Administration of a single 20 mg dose of sibutramine with a standard breakfast resulted in reduced peak M₁ and M₂ concentrations (by 27% and 32%, respectively) and delayed the time to peak by approximately three hours. However, the AUCs of M₁ and M₂ were not significantly altered.

Special Populations

Geriatric

Plasma concentrations of M₁ and M₂ were similar between elderly (ages 61 to 77 yr) and young (ages 19 to 30 yr) subjects following a single 15-mg oral sibutramine dose. Plasma concentrations of the inactive metabolites M₅ and M₆ were higher in the elderly; these differences are not likely to be of clinical significance. In general, dose selection for an elderly patient should be cautious, reflecting the greater frequency of decreased hepatic, renal, or cardiac function, and of concomitant disease or other drug therapy.

Pediatric

The safety and effectiveness of sibutramine in pediatric patients under 16 years old have not been established.

Gender

Pooled pharmacokinetic parameters from 54 young, healthy volunteers (37 males and 17 females) receiving a 15-mg oral dose of sibutramine showed the mean Cmax and AUC of M₁ and M₂ to be slightly (≤ 19% and ≤ 36%, respectively) higher in females than males. Somewhat higher steady-state trough plasma levels were observed in female obese patients from a large clinical efficacy trial. However, these differences are not likely to be of clinical significance. Dosage adjustment based upon the gender of a patient is not necessary (see DOSAGE AND ADMINISTRATION).

Race

The relationship between race and steady-state trough M₁ and M₂ plasma concentrations was examined in a clinical trial in obese patients. A trend towards higher concentrations in Black patients over Caucasian patients was noted for M₁ and M₂. However, these differences are not considered to be of clinical significance.

Renal Insufficiency

The disposition of sibutramine metabolites (M₁, M₂, M₅ and M₆) following a single oral dose of sibutramine was studied in patients with varying degrees of renal function. Sibutramine itself was not measurable.

In patients with moderate and severe renal impairment, the AUC values of the active metabolite M₁ were 24 to 46% higher and the AUC values of M₂ were similar as compared to healthy subjects. Cross- study comparison showed that the patients with end - stage renal disease on dialysis had similar AUC values of M₁ but approximately half of the AUC values of M₂ measured in healthy subjects (CLcr ≥ 80 mL/ min).

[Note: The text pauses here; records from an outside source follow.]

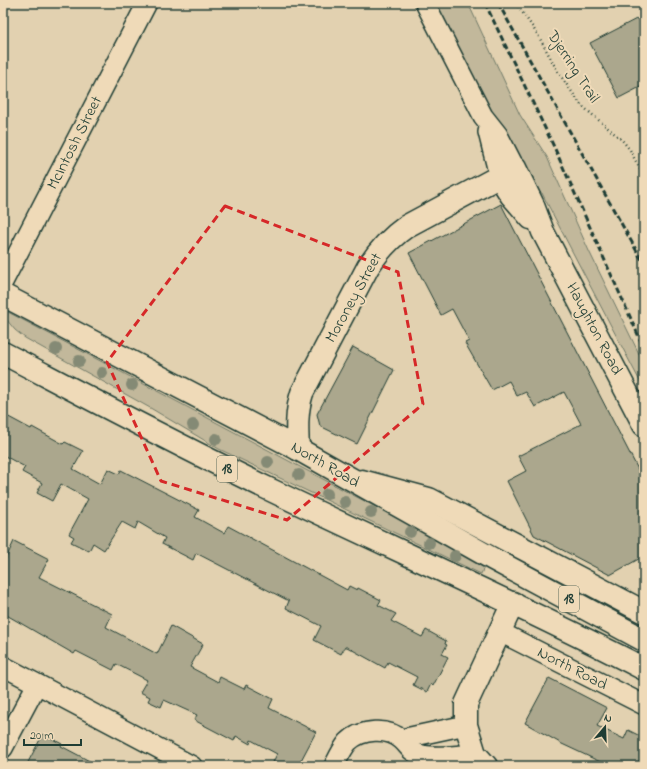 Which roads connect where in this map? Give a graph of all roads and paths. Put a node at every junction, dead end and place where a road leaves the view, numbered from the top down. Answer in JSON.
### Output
{"nodes":[{"id":1,"x":147,"y":3,"type":"edge"},
{"id":2,"x":425,"y":3,"type":"edge"},
{"id":3,"x":516,"y":3,"type":"edge"},
{"id":4,"x":507,"y":172,"type":"junction"},
{"id":5,"x":644,"y":177,"type":"edge"},
{"id":6,"x":3,"y":282,"type":"edge"},
{"id":7,"x":3,"y":295,"type":"edge"},
{"id":8,"x":3,"y":353,"type":"edge"},
{"id":9,"x":644,"y":425,"type":"edge"},
{"id":10,"x":298,"y":449,"type":"junction"},
{"id":11,"x":346,"y":477,"type":"junction"},
{"id":12,"x":514,"y":603,"type":"junction"},
{"id":13,"x":644,"y":612,"type":"edge"},
{"id":14,"x":500,"y":632,"type":"junction"},
{"id":15,"x":644,"y":640,"type":"edge"},
{"id":16,"x":3,"y":666,"type":"edge"},
{"id":17,"x":644,"y":669,"type":"edge"},
{"id":18,"x":37,"y":684,"type":"junction"},
{"id":19,"x":644,"y":705,"type":"edge"},
{"id":20,"x":466,"y":725,"type":"junction"},
{"id":21,"x":401,"y":739,"type":"junction"},
{"id":22,"x":3,"y":748,"type":"edge"},
{"id":23,"x":481,"y":760,"type":"edge"},
{"id":24,"x":192,"y":766,"type":"edge"},
{"id":25,"x":334,"y":766,"type":"edge"}],
"edges":[{"from":1,"to":6,"type":"street","name":"McIntosh Street"},
{"from":2,"to":4,"type":"street","name":"Haughton Road"},
{"from":3,"to":5,"type":"path","name":"Djerring Trail"},
{"from":4,"to":9,"type":"main road","name":"Haughton Road"},
{"from":4,"to":10,"type":"main road","name":"Moroney Street"},
{"from":7,"to":10,"type":"main road","name":"North Road","number":"18"},
{"from":8,"to":12,"type":"main road","name":"North Road","number":"18"},
{"from":10,"to":11,"type":"main road","name":"North Road","number":"18"},
{"from":11,"to":13,"type":"main road"},
{"from":11,"to":15,"type":"main road","name":"North Road","number":"18"},
{"from":12,"to":14,"type":"main road"},
{"from":12,"to":17,"type":"main road","name":"North Road","number":"18"},
{"from":14,"to":19,"type":"street","name":"North Road"},
{"from":14,"to":20,"type":"main road"},
{"from":16,"to":18,"type":"street"},
{"from":18,"to":22,"type":"street"},
{"from":18,"to":24,"type":"street"},
{"from":20,"to":21,"type":"street"},
{"from":20,"to":23,"type":"main road"},
{"from":21,"to":23,"type":"street"},
{"from":21,"to":25,"type":"street"}]}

The AUC values of inactive metabolites M₅ and M₆ increased 2 - 3 fold (range 1 - to 7 - fold) in patients with moderate impairment (30 mL/ min < CLcr = 60 mL/ min) and 8 - 11 fold (range 5 - to 15 -fold) in patients with severe impairment (CLcr ≤ 30 mL/ min) as compared to healthy subjects. Cross - study comparison showed that the AUC values of M₅ and M₆ increased 22 - 33 fold in patients with end - stage renal disease on dialysis as compared to healthy subjects. Approximately 1% of the oral dose was recovered in the dialysate as a combination of M₅ and M₆ during the hemodialysis process, while M₁ and M₂ were not measurable in the dialysate.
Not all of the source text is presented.